Task statement: Find the string "options" in the listing and report every line that has it.

Excerpted records:
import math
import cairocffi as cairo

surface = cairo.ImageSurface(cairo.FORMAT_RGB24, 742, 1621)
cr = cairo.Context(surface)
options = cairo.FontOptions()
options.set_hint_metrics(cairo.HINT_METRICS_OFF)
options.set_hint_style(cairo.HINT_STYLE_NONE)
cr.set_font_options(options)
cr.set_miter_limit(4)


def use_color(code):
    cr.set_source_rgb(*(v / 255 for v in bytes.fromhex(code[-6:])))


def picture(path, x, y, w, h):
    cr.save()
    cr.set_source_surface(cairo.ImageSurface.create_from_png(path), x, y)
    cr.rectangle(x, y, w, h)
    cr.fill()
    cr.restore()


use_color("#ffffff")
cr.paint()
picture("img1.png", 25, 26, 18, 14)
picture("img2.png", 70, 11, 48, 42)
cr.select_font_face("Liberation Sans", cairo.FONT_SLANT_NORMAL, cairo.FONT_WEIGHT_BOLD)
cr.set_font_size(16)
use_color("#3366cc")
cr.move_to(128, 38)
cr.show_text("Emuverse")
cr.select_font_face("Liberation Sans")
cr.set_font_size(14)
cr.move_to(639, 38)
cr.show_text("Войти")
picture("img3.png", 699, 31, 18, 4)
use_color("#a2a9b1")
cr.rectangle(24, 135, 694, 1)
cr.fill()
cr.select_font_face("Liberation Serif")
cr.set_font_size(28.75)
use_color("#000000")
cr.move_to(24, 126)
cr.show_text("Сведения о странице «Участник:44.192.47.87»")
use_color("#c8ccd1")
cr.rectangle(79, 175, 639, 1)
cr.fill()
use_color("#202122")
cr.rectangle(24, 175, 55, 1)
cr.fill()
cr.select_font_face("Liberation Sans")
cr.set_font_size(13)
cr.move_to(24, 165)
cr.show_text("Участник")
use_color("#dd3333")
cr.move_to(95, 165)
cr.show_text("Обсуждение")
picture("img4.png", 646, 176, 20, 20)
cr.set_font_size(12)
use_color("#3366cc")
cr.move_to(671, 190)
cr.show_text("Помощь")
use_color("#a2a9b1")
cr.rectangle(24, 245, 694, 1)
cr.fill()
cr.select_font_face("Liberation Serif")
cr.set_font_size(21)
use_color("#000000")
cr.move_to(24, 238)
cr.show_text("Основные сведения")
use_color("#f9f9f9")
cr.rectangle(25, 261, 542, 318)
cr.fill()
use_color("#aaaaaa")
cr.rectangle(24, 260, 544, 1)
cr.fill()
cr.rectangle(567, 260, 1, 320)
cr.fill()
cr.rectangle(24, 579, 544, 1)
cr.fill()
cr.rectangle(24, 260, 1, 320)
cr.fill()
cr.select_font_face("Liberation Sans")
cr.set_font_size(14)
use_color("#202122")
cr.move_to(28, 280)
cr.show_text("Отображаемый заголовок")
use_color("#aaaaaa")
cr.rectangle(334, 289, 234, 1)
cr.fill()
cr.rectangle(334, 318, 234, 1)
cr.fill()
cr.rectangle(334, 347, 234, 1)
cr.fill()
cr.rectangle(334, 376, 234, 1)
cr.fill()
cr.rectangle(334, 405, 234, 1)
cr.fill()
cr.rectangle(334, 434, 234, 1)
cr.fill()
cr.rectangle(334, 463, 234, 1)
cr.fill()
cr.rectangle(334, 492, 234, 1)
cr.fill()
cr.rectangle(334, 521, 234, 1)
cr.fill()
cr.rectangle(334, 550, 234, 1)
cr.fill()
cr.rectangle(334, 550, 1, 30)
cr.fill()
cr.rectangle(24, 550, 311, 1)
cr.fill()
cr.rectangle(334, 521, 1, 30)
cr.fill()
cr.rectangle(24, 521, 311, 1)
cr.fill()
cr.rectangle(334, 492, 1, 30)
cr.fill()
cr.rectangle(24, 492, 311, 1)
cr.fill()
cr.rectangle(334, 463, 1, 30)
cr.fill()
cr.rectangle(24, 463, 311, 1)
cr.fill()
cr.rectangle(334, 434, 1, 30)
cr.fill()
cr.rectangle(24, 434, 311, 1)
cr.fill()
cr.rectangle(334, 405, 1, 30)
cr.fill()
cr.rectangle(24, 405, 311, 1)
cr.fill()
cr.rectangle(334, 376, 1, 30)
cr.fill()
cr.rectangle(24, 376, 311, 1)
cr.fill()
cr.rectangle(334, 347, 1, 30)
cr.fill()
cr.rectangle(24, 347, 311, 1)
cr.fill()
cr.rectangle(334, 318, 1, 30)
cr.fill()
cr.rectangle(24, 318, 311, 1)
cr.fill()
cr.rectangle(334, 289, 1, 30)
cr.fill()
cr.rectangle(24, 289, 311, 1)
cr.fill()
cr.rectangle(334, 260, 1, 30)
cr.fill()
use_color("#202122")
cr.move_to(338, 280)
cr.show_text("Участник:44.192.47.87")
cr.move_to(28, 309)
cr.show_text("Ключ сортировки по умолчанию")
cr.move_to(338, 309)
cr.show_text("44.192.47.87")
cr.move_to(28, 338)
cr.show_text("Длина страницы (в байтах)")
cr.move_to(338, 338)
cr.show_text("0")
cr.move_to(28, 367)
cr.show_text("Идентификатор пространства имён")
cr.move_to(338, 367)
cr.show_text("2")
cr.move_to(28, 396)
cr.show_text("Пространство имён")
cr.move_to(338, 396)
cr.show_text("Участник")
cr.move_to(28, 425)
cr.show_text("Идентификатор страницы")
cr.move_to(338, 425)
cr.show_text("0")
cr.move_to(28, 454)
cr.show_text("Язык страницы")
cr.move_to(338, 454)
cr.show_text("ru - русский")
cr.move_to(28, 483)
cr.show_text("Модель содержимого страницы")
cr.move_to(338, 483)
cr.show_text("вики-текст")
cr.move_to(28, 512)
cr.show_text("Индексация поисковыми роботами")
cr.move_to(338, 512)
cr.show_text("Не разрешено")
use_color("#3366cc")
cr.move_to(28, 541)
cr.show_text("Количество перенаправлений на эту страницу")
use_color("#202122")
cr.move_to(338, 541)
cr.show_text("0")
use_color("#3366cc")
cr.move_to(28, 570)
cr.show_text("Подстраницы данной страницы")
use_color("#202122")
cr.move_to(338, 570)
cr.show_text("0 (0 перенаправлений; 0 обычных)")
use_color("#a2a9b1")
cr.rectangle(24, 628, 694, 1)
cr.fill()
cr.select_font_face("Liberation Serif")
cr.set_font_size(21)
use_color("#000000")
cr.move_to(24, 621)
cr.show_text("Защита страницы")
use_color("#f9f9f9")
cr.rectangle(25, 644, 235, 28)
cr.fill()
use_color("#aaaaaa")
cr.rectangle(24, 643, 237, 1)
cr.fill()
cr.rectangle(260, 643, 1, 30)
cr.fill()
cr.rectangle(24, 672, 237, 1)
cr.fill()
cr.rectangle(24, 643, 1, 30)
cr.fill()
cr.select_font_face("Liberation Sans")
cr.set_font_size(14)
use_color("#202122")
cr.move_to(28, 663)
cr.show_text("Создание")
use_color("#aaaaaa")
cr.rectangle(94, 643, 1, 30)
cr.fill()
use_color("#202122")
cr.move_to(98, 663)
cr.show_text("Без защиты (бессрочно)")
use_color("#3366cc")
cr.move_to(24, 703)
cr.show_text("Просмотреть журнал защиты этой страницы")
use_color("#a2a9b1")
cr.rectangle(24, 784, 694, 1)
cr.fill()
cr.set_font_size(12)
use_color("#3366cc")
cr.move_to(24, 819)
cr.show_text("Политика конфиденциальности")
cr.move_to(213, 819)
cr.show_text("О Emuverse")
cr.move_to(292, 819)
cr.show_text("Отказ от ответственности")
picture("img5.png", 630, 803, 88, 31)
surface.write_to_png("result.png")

Exercise answer:
options = cairo.FontOptions()
options.set_hint_metrics(cairo.HINT_METRICS_OFF)
options.set_hint_style(cairo.HINT_STYLE_NONE)
cr.set_font_options(options)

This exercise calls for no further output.